Abû Hurayrah relates that Allah’s Messenger (peace be upon him) said: “Islam began strange, and it will become strange again just like it was at the beginning, so blessed are the strangers.” [Sahîh Muslim (1/130)]

Tuesday, June 10, 2014

The Distance Between Power and the People

In 1989, President Ronald Reagan was on the way out of the White House, and delivered a lofty farewell address in which he famously referred to the USA as the "Shining City on a Hill". In essence, the USA he portrayed was a beacon of good hope and prosperity to all who looked at it with envy from the outside. Of course, in the course of over two decades, with Reagonomics having run its logical course and the economy in tatters, the country no longer projects the same level of awe as it used to.  Still, many cling to the gold-tinted vision of America of old, as the final refuge for democratic and egalitarian values in a world of turmoil.

A recent study should be a wake-up call for those still holding such a view. Martin Gilens and Benjamin Page look at public policy decisions on a national level in the US from 1981-2002 and found that public opinion has almost zero effect on decision-making. Instead, the levers of power are firmly in the hands of the elite business section of society who are able to pay off politicians to the extent that the views of a majority of citizens are near negligible. How negligible? Well, this graph shows that regardless of the percentage of support by the public on an issue, from  0% to 100%, the chances that the policy will be enacted stay the same.
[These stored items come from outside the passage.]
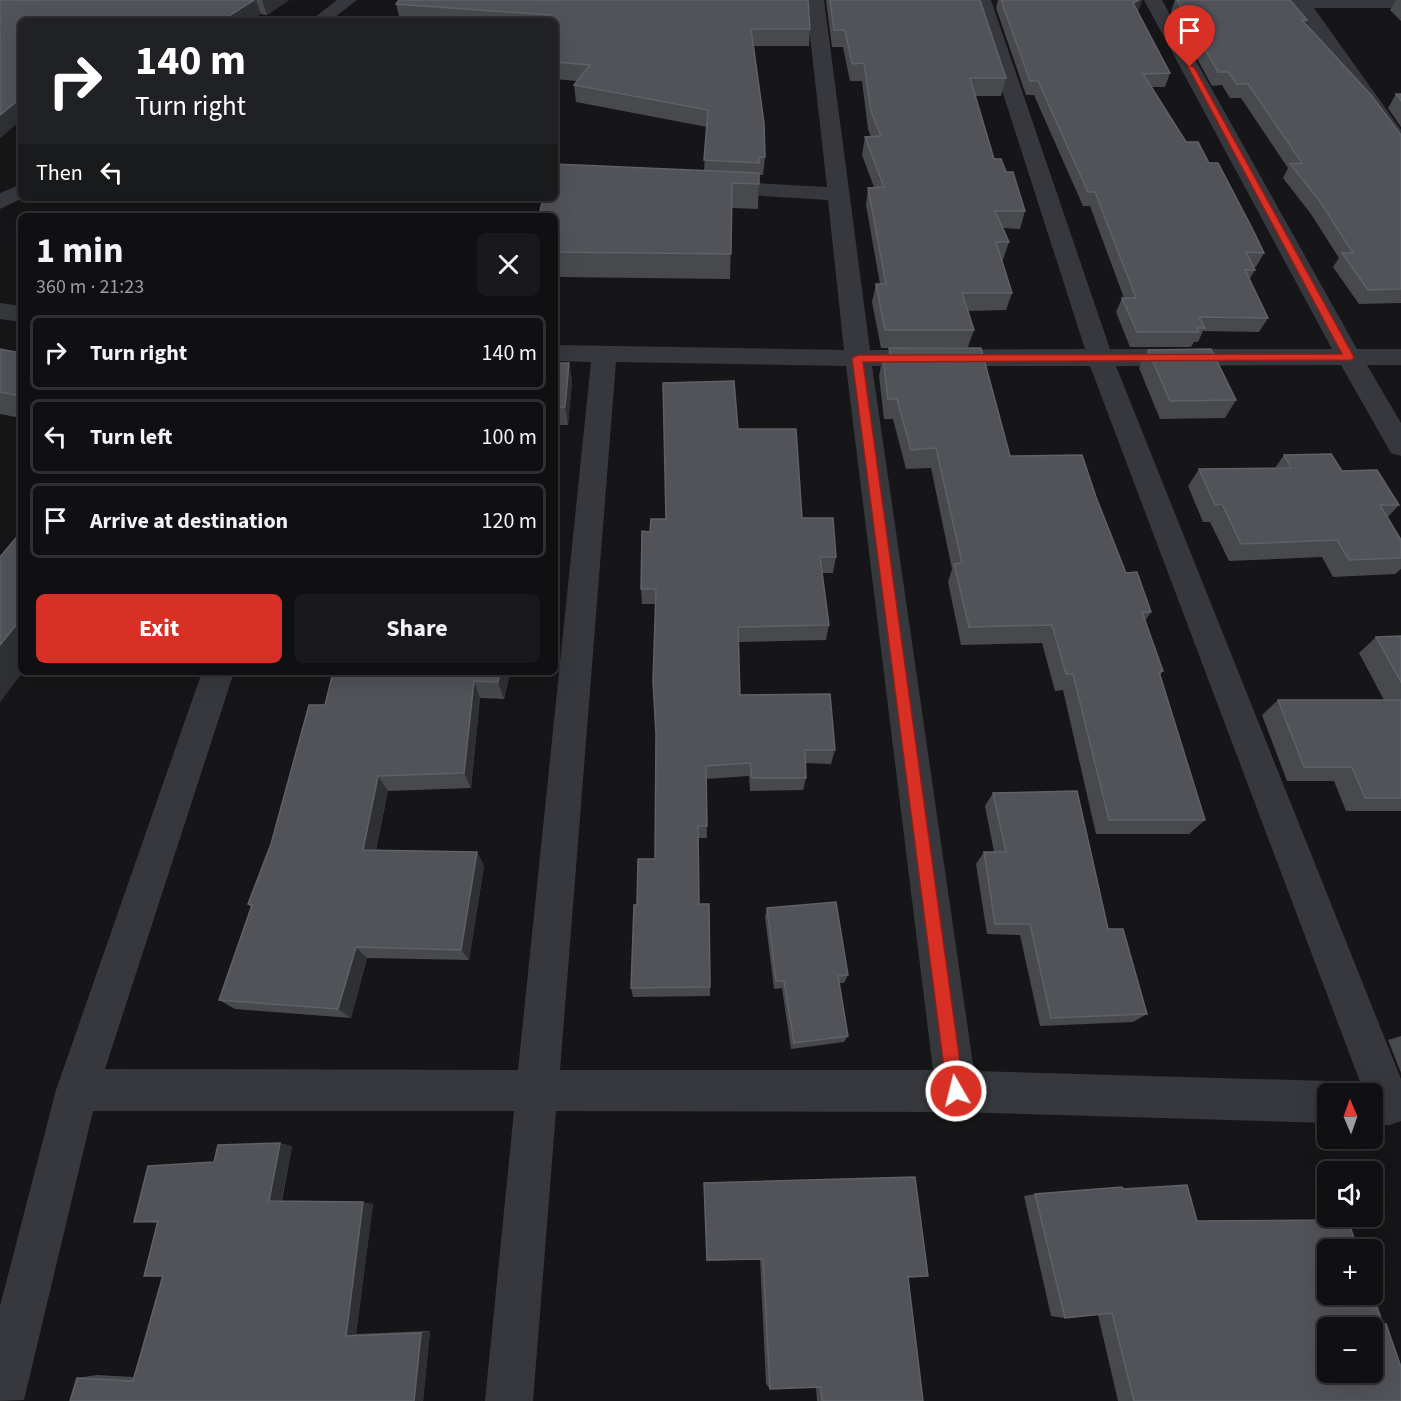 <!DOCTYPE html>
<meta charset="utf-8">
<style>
:root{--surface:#101012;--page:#19191b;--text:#f1f3f6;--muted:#9c9d9f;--line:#303032;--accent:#d93025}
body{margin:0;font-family:"Source Sans 3",sans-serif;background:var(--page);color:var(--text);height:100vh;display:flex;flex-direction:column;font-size:22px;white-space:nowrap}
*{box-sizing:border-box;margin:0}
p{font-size:20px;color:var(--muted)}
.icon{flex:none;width:33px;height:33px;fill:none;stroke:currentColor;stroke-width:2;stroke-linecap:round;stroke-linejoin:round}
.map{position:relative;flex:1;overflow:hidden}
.side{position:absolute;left:18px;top:213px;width:540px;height:462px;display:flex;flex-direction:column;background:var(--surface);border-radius:9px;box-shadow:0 6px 24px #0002,0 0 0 2px var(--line)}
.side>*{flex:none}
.guide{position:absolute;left:18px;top:18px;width:540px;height:183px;border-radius:9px;box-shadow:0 6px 24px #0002,0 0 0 2px var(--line);background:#202124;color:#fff;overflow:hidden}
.needle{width:39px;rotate:358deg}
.buttons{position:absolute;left:1317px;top:1083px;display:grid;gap:12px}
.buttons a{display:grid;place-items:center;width:66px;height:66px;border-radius:9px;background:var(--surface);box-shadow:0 6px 24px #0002,0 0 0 2px var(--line);font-size:30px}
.pin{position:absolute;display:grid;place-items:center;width:51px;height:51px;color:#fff;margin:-62px -26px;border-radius:50% 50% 50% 0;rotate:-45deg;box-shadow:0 0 6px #0007}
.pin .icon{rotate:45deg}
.me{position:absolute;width:66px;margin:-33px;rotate:352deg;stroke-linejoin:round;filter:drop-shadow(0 0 4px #0008)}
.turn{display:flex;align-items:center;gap:21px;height:126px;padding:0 18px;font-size:27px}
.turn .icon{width:78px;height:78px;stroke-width:2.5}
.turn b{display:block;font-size:42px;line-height:51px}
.then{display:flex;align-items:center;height:57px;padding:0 18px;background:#0003;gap:12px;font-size:22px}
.round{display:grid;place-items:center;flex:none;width:63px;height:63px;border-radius:9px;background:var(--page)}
.head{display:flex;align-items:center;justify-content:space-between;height:102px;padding:0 18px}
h1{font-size:36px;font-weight:700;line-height:45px}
.action{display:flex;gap:12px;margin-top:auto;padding:12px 18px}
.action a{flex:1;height:69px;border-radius:9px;background:var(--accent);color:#fff;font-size:24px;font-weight:700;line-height:69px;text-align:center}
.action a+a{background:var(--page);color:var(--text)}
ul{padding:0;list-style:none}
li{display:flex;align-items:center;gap:18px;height:75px;margin:0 12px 9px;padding:0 6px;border:3px solid var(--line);border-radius:9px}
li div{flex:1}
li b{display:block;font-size:22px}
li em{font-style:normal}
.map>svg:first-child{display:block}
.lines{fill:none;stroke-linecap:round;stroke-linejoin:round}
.street{fill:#37383d;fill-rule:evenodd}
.wall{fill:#47494d}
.shaded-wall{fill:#2f3033}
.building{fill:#525359;stroke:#5f6168;stroke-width:1.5;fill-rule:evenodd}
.route{fill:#d93025;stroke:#8d1f18;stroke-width:1.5}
</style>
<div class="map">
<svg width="1401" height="1401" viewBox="0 0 1401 1401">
<rect width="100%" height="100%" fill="#161618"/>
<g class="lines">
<g class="street">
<path d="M 337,0 L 357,0 L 330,21 L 310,21 Z"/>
<path d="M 806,0 L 824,0 L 870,350 L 1085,349 L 973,0 L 991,0 L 1110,349 L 1332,349 L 1144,0 L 1162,0 L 1357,349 L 1401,349 L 1401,365 L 1367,365 L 1401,423 L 1401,456 L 1391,453 L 1341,365 L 1116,366 L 1401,1079 L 1401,1121 L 1390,1125 L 1372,1125 L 1372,1094 L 1355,1094 L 1357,1089 L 1362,1087 L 1090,366 L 872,366 L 974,1071 L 1328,1081 L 1343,1087 L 1346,1094 L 1328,1094 L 1328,1123 L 956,1112 L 556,1111 L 533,1401 L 485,1401 L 514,1111 L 93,1111 L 24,1400 L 0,1401 L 0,1306 L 56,1090 L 202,672 L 234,672 L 105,1069 L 518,1070 L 591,362 L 555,361 L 555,345 L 844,350 L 828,200 L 716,193 L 708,192 L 705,187 L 708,182 L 716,181 L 827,187 ZM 616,362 L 846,366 L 933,1070 L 560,1070 Z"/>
<path d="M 1240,0 L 1401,0 L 1401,8 L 1314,8 L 1401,130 L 1401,150 L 1394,148 L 1296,8 L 1247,8 L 1241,7 L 1238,3 Z"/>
<path d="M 21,184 L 23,198 L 0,209 L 0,193 Z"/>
<path d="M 0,303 L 21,306 L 21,322 L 0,319 Z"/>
</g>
</g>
<g class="wall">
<path d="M 0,0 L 289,0 L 267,15 L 261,14 L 249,21 L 21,21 L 21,120 L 0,138 Z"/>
<path d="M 826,0 L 980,0 L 1006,78 L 1001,96 L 975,96 L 994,159 L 1006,172 L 1025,211 L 1020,229 L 1003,228 L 1009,242 L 1003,260 L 1002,260 L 1012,293 L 1006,310 L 967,311 L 974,330 L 968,347 L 881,348 L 872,302 L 876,284 L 880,284 L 866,205 L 868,188 L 874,187 L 862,155 L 865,137 L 871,137 L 868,129 L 862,81 L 850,81 L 843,47 L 832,47 Z"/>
<path d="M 998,0 L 1142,0 L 1138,11 L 1170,73 L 1165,87 L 1152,87 L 1186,142 L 1209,163 L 1264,253 L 1256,267 L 1254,267 L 1255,270 L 1249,280 L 1268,318 L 1259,332 L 1203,331 L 1198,342 L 1194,342 L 1191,347 L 1130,347 L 1116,312 L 1122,298 L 1124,298 L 1090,206 L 1083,206 L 1034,95 L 1026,95 L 996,8 Z"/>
<path d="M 1175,0 L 1290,0 L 1307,20 L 1305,23 L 1401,135 L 1401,303 L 1359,304 L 1333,267 L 1339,258 L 1311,214 L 1283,178 L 1288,168 L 1241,98 L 1230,98 L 1222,85 L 1212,86 L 1171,11 Z"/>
<path d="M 1396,0 L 1401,0 L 1401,21 L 1390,10 Z"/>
<path d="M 396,4 L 810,29 L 809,46 L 754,46 L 765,157 L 763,175 L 759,175 L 758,209 L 732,208 L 730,279 L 556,277 L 555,267 L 555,216 L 704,171 L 707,127 L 576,102 L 574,85 L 577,81 L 555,79 L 555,21 L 400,20 Z"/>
<path d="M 1396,94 L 1401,94 L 1401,127 L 1388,108 Z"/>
<path d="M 889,348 L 1010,456 L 1096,497 L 1126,573 L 1151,612 L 1145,621 L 1163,671 L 1160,675 L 1205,820 L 1189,834 L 1096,834 L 1063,690 L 1055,691 L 1042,643 L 961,645 L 948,582 L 952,569 L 931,468 L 906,469 L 893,419 L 884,419 L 879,376 L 883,355 L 888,356 Z"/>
<path d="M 0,349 L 21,353 L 21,418 L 0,414 Z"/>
<path d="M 1148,350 L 1236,400 L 1225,418 L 1160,419 L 1139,368 Z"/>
<path d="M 555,363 L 569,363 L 572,381 L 568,425 L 555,425 Z"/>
<path d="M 738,429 L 802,518 L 836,557 L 833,573 L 822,573 L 829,625 L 826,640 L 739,642 L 740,695 L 835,750 L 831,764 L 805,763 L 806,778 L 803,790 L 750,791 L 749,776 L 706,779 L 707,838 L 698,838 L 699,904 L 710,987 L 710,996 L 633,997 L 631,988 L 637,905 L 655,859 L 656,734 L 655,604 L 642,604 L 641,589 L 650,532 L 666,519 Z"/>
<path d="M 1284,455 L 1342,471 L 1399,505 L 1387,518 L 1401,540 L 1401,569 L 1395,574 L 1333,577 L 1322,557 L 1229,561 L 1210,522 L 1203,522 L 1188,486 L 1199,469 L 1275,468 Z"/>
<path d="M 1401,636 L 1401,811 L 1346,811 L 1334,781 L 1287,781 L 1262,715 L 1278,700 L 1384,700 L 1359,653 L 1376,637 Z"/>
<path d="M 333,672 L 510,672 L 504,699 L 480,698 L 471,788 L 388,791 L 376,850 L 477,852 L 484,866 L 469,960 L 367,958 L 351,1018 L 235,1009 L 219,1000 L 251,907 L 248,904 L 325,705 Z"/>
<path d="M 993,793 L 1108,929 L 1147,1014 L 1133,1022 L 1040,1026 L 1020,935 L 987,934 L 976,864 L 984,852 L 994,852 L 985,806 Z"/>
<path d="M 767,908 L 848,975 L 844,983 L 839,983 L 848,1036 L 844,1042 L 791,1049 L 782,988 L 774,989 L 765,917 Z"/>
<path d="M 1401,1036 L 1401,1073 L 1388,1040 Z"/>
<path d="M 292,1146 L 282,1201 L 373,1204 L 356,1334 L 430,1331 L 423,1401 L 77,1378 L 97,1375 L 134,1377 L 162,1276 L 144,1276 L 157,1223 L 134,1222 L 214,1162 Z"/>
<path d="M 704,1183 L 908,1277 L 923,1401 L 817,1401 L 816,1387 L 770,1389 L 766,1384 L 760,1259 L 707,1261 Z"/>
<path d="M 1123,1189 L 1197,1221 L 1383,1324 L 1401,1401 L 1118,1401 L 1098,1315 L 1065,1318 L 1051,1316 L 1024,1196 L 1035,1194 Z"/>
</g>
<g class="shaded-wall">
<path d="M 254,0 L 256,0 L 261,14 L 249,21 L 221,21 Z"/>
<path d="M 262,0 L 289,0 L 267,15 Z"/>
<path d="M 1139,0 L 1142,0 L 1138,11 L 1133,3 Z"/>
<path d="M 21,98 L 21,120 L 0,138 L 0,115 Z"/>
<path d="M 569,363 L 572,381 L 568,425 L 565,407 Z"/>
<path d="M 21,619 L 21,672 L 23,672 L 0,702 L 0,645 Z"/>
<path d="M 500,672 L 510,672 L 504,699 L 498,682 Z"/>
<path d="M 474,681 L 480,698 L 471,788 L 464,773 Z"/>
<path d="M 378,776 L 388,791 L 373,863 L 363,850 Z"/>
<path d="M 477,852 L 484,866 L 469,960 L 461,950 Z"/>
<path d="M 356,947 L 367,958 L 351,1018 L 338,1009 Z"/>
<path d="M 280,1143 L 292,1146 L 281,1203 L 269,1201 Z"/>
<path d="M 363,1202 L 373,1204 L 356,1334 L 346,1336 Z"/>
<path d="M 430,1331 L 423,1401 L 414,1401 L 421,1333 Z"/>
</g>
<g class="building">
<path d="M 0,0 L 254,0 L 221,21 L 21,21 L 21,98 L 0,115 Z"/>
<path d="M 399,0 L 808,0 L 810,29 L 751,29 L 764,123 L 765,157 L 759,157 L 759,163 L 704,160 L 708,110 L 574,85 L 590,65 L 555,62 L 555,21 L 546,21 L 550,15 L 396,4 Z"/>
<path d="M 830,0 L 980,0 L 1006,78 L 970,78 L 994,159 L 1001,159 L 1006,172 L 1013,172 L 1025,211 L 995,211 L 1009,242 L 996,242 L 1012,293 L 962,293 L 974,330 L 885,330 L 876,284 L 886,284 L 868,188 L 884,187 L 865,137 L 881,136 L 871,111 L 864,63 L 852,64 L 845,30 L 834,30 Z"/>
<path d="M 1001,0 L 1139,0 L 1133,3 L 1170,73 L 1143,74 L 1186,142 L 1198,142 L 1209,163 L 1218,163 L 1252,228 L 1264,253 L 1246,252 L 1255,270 L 1245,270 L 1268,318 L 1199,317 L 1205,328 L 1197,328 L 1199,332 L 1137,332 L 1122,298 L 1136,298 L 1095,192 L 1088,192 L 1038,81 L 1030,81 Z"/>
<path d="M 1177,0 L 1290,0 L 1307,20 L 1302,20 L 1371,95 L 1401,135 L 1401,289 L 1368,290 L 1342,253 L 1353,253 L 1319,200 L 1290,164 L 1302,163 L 1248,84 L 1237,84 L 1228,72 L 1218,72 Z"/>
<path d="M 1396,94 L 1401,94 L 1401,101 Z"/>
<path d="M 555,164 L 759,173 L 759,184 L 732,183 L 731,254 L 555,252 L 555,216 L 539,216 L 543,198 L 555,198 Z"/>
<path d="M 889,348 L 981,348 L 1010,456 L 1082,455 L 1096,497 L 1126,573 L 1137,572 L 1151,612 L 1142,612 L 1163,671 L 1159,672 L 1205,820 L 1109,820 L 1073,674 L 1066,674 L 1052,625 L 969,627 L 954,564 L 962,563 L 936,448 L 911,450 L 897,399 L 888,399 L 883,355 L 891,356 Z"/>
<path d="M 0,349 L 21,353 L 21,396 L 0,392 Z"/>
<path d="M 1211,349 L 1236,400 L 1170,401 L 1148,350 Z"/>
<path d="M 555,363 L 569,363 L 565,407 L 555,407 Z"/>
<path d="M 734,381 L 738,429 L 796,429 L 802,518 L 833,518 L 836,557 L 820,557 L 829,625 L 738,627 L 740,695 L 830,694 L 835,750 L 805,750 L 806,778 L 752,778 L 750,763 L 706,766 L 707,826 L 698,826 L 699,904 L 709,904 L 710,987 L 631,988 L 634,905 L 637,905 L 638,859 L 655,859 L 656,734 L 653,681 L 656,589 L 641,589 L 642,531 L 650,532 L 651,519 L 666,519 L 663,383 Z"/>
<path d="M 1331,454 L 1342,471 L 1377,470 L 1399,505 L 1380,505 L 1401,540 L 1401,558 L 1349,560 L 1337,540 L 1241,544 L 1222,504 L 1215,505 L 1199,469 L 1291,468 L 1284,455 Z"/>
<path d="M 21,532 L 21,619 L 0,645 L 0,557 Z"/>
<path d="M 1401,636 L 1401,682 L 1376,637 Z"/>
<path d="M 333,672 L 500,672 L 498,682 L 474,681 L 464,773 L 378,776 L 363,850 L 477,852 L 461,950 L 356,947 L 338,1009 L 219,1000 L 252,905 L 248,904 L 271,844 L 309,705 L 325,705 Z"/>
<path d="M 1278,700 L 1401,700 L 1401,798 L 1365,798 L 1352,767 L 1304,767 Z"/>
<path d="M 1077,791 L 1108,929 L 1123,929 L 1147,1014 L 1051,1018 L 1030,924 L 995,924 L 984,852 L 1006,852 L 993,793 Z"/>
<path d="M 836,902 L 848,975 L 838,976 L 848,1036 L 794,1043 L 784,981 L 776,981 L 767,908 Z"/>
<path d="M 280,1143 L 269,1201 L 363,1202 L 346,1336 L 421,1333 L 414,1401 L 70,1401 L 77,1378 L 133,1381 L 163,1276 L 144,1276 L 158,1221 L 134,1222 L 148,1166 L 214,1162 L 218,1145 Z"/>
<path d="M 915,1177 L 928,1276 L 908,1277 L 923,1401 L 822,1401 L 821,1387 L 770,1389 L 763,1259 L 707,1260 L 704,1183 Z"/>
<path d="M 1187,1185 L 1197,1221 L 1348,1220 L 1358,1250 L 1328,1250 L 1328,1294 L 1372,1294 L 1372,1292 L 1383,1324 L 1386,1324 L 1401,1367 L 1401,1401 L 1134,1401 L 1112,1313 L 1065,1318 L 1035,1194 L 1122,1187 L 1123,1189 ZM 1328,1328 L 1372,1328 L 1372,1372 L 1328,1372 Z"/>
</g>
<path class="route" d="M 1187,65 L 1194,67 L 1354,357 L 1352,360 L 863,362 L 964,1091 L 962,1097 L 956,1100 L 950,1097 L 947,1091 L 852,358 L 858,355 L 1342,354 Z"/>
</svg>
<div class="buttons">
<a><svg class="needle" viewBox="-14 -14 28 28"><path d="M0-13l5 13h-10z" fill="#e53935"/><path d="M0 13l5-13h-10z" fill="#9c9d9f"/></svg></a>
<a><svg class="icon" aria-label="sound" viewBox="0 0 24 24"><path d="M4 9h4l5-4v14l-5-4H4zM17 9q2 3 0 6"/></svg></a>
<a>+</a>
<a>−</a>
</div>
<div class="pin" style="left:1190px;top:67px;background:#d93025"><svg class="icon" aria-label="arrive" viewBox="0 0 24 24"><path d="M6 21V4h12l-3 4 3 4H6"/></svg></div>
<svg class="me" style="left:956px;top:1091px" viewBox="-20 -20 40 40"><circle r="17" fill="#d93025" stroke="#fff" stroke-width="3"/><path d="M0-11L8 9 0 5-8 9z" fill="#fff"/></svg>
<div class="guide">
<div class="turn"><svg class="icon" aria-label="right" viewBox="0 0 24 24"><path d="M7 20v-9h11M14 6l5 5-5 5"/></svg><div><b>140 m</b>Turn right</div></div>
<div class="then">Then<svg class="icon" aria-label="left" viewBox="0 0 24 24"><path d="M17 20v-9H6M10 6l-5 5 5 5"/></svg></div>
</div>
<section class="side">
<div class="head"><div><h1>1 min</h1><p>360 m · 21:23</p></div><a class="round"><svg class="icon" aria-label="close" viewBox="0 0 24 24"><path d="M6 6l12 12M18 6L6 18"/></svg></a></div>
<ul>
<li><svg class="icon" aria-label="right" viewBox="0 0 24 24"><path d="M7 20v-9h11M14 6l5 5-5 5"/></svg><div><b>Turn right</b></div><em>140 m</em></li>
<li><svg class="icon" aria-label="left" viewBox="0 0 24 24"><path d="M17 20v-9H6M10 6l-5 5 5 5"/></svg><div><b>Turn left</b></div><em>100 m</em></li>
<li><svg class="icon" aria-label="arrive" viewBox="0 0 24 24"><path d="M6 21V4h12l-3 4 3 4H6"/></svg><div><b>Arrive at destination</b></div><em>120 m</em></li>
</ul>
<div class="action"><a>Exit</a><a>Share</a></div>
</section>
</div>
In summation, the entire structure of the political system can rightly be described not as a democracy but as an oligarchy, a dirty word usually reserved for the Russian state of the 90s. For any political observer with a modicum of insight, this is hardly a groundbreaking revelation. The fact that special interests dominate the political scene is demonstrably obvious. The effect has only been more acute in the past several decades when campaign finance laws have been relaxed and businesses can fill in the coffers of government. While this study is merely a confirmation of that fact, it is still striking to the extent to which public opinion matters so little.

One wonders when this hard fact will sink into the collective consciousness of the American public. And when that happens, what will be the response? Will there be a call to reform? Or a collective disillusionment?